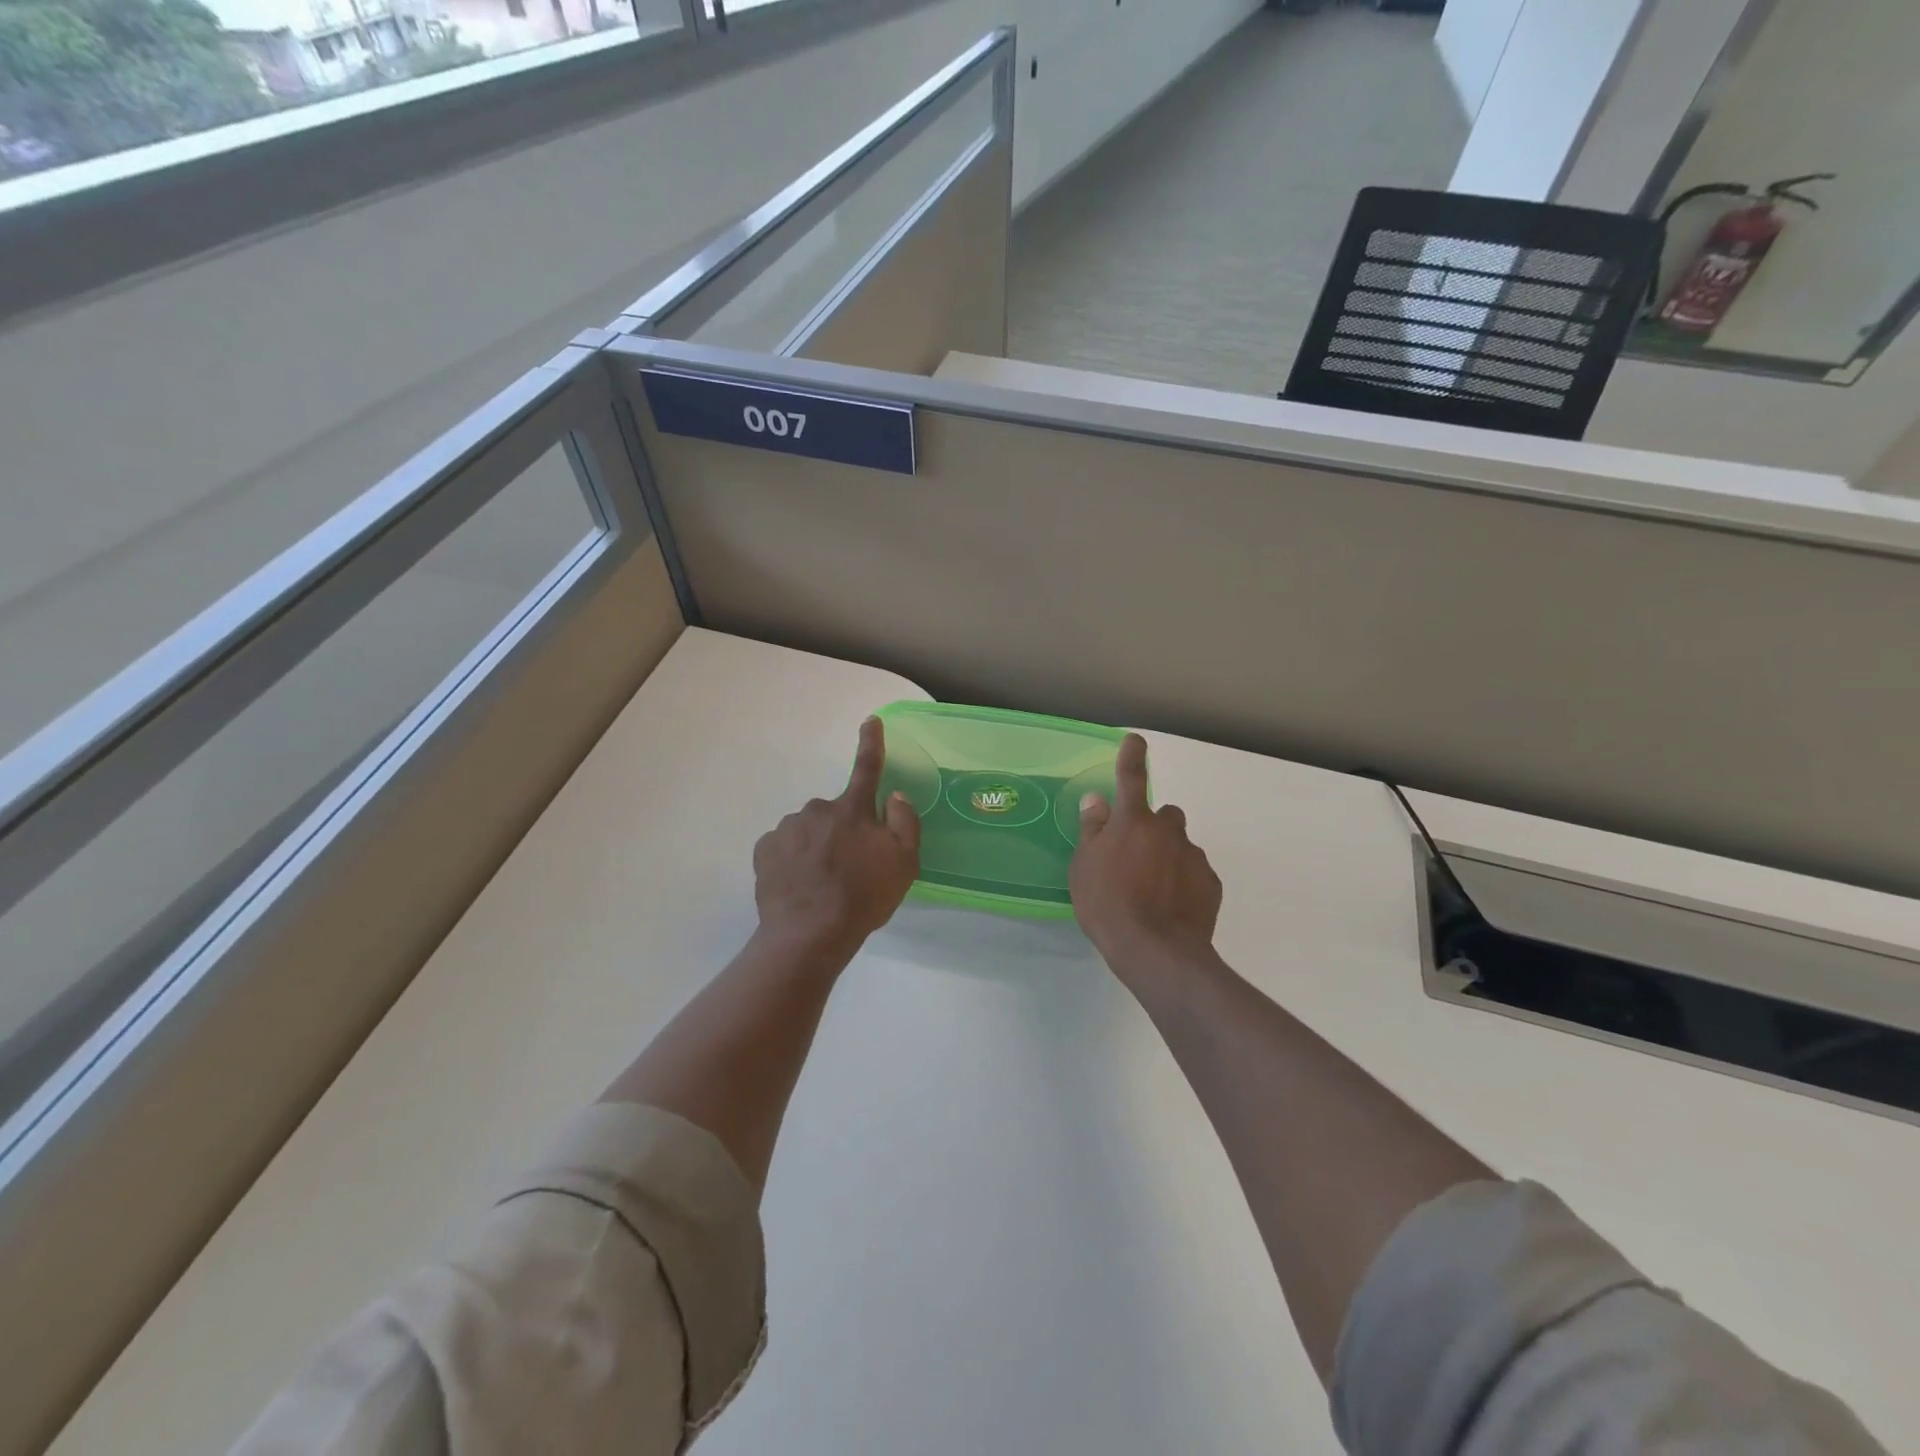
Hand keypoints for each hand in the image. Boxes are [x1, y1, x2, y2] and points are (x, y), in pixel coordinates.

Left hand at [753, 716, 920, 959]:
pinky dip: (793, 859)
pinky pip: (784, 846)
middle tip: (849, 867)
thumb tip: (894, 795)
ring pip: (808, 829)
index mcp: (853, 810)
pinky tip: (800, 885)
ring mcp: (787, 828)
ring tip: (822, 883)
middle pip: (836, 812)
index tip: (871, 720)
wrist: (809, 934)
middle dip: (842, 830)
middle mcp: (817, 809)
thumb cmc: (863, 897)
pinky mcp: (765, 850)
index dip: (871, 743)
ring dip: (816, 846)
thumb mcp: (904, 863)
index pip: (867, 768)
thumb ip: (904, 822)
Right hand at [1071, 733, 1222, 977]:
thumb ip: (1092, 830)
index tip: (1136, 740)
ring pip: (1180, 845)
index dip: (1132, 756)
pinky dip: (1183, 882)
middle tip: (1135, 857)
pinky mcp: (1211, 883)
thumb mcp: (1084, 867)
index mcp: (1133, 821)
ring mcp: (1193, 856)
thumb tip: (1097, 800)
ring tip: (1151, 890)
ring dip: (1168, 857)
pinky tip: (1170, 906)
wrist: (1157, 951)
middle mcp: (1168, 830)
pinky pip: (1194, 872)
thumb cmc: (1108, 904)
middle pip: (1164, 816)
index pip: (1132, 778)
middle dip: (1153, 828)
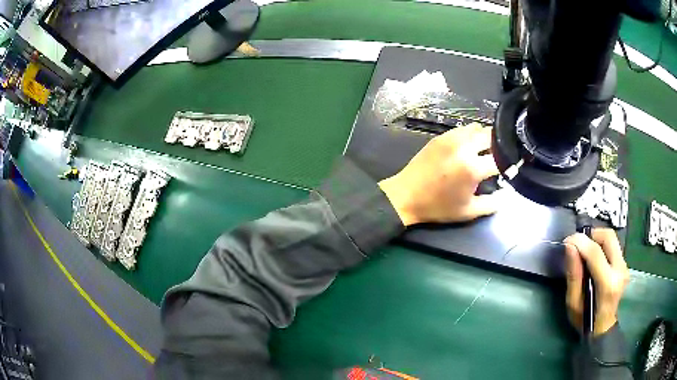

┄┄┄┄┄┄┄┄┄┄

Description of the task:
Would you please copy every line from the listing above that contains the word "ring"?

Answer to this exercise:
ring pip: (808, 829)
ring mcp: (787, 828)
ring tip: (822, 883)
ring dip: (816, 846)
ring pip: (1180, 845)
ring mcp: (1193, 856)
ring tip: (1151, 890)
ring dip: (1168, 857)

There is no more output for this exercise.